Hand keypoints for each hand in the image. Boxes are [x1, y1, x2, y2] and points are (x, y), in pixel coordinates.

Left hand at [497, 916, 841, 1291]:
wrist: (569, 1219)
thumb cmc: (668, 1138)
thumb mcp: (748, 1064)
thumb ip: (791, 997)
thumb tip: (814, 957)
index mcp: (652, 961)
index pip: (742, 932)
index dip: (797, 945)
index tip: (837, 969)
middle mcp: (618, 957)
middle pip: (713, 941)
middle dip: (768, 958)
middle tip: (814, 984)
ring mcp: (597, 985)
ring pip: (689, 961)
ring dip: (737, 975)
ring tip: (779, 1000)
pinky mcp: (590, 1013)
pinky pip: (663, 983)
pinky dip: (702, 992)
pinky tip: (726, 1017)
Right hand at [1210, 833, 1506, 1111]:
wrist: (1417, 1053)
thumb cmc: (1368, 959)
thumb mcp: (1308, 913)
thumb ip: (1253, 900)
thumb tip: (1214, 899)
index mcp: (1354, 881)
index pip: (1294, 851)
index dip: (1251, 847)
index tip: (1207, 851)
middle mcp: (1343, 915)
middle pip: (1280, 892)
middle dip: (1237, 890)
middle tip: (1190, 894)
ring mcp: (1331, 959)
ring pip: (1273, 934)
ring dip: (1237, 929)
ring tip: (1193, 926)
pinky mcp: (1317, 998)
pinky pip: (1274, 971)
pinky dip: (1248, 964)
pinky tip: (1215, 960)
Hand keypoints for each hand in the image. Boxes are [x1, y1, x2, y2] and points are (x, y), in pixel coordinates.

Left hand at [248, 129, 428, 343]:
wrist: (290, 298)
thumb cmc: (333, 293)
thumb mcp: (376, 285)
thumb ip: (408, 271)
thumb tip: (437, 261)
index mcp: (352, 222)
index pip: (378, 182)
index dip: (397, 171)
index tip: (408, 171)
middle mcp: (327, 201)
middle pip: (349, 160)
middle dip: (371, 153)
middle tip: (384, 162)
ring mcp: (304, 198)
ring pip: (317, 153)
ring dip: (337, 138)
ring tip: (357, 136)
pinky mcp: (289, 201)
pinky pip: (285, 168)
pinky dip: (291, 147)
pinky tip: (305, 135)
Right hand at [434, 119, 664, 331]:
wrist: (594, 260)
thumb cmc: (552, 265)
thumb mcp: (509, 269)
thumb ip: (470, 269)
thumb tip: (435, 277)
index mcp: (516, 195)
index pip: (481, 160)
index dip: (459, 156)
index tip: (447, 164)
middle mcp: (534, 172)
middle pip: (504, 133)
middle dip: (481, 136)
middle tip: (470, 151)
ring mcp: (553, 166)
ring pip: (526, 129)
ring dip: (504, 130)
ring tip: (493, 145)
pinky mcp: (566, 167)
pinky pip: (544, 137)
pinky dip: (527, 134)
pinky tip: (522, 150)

EXERCISE DIRECTIONS — Make an exact copy of each line, beginning at the one containing "thumb cmc: (1368, 959)" and ending with the last line of the data, and of no other line.

ANSWER TO THIS TASK —
thumb cmc: (1368, 959)
thumb mcp: (1308, 913)
thumb ip: (1253, 900)
thumb tip: (1214, 899)
index mcp: (1354, 881)
index pip: (1294, 851)
index dip: (1251, 847)
index tip: (1207, 851)
middle mcp: (1343, 915)
middle pip: (1280, 892)
middle dip: (1237, 890)
middle tip: (1190, 894)
ring mcp: (1331, 959)
ring pip: (1273, 934)
ring dip: (1237, 929)
ring tip: (1193, 926)
pinky mcp: (1317, 998)
pinky pip: (1274, 971)
pinky dip: (1248, 964)
pinky tip: (1215, 960)
Hand keypoints for each hand in the image. Boxes are [x1, y1, x2, y2] and points are (x, y), in pixel coordinates.

Left hand at [248, 129, 428, 343]:
wrist: (290, 298)
thumb cmc: (333, 293)
thumb mcp: (376, 285)
thumb ip: (408, 271)
thumb tip: (437, 261)
index mcp: (352, 222)
index pip: (378, 182)
index dip: (397, 171)
index tip: (408, 171)
middle mcp: (327, 201)
middle pip: (349, 160)
middle dip: (371, 153)
middle tip: (384, 162)
ring mcp: (304, 198)
ring pip: (317, 153)
ring dip: (337, 138)
ring tip: (357, 136)
pinky mcp: (289, 201)
pinky pip: (285, 168)
pinky dip: (291, 147)
pinky tip: (305, 135)
Right hand at [434, 119, 664, 331]:
wrist: (594, 260)
thumb cmc: (552, 265)
thumb mcp: (509, 269)
thumb ip: (470, 269)
thumb tip: (435, 277)
index mcp: (516, 195)
index pip: (481, 160)
index dip: (459, 156)
index tip: (447, 164)
middle mcp: (534, 172)
middle pip: (504, 133)
middle dip: (481, 136)
middle tip: (470, 151)
ring mcp: (553, 166)
ring pip: (526, 129)
ring dip: (504, 130)
ring tip: (493, 145)
pinky mcp: (566, 167)
pinky pip: (544, 137)
pinky dip: (527, 134)
pinky tip: (522, 150)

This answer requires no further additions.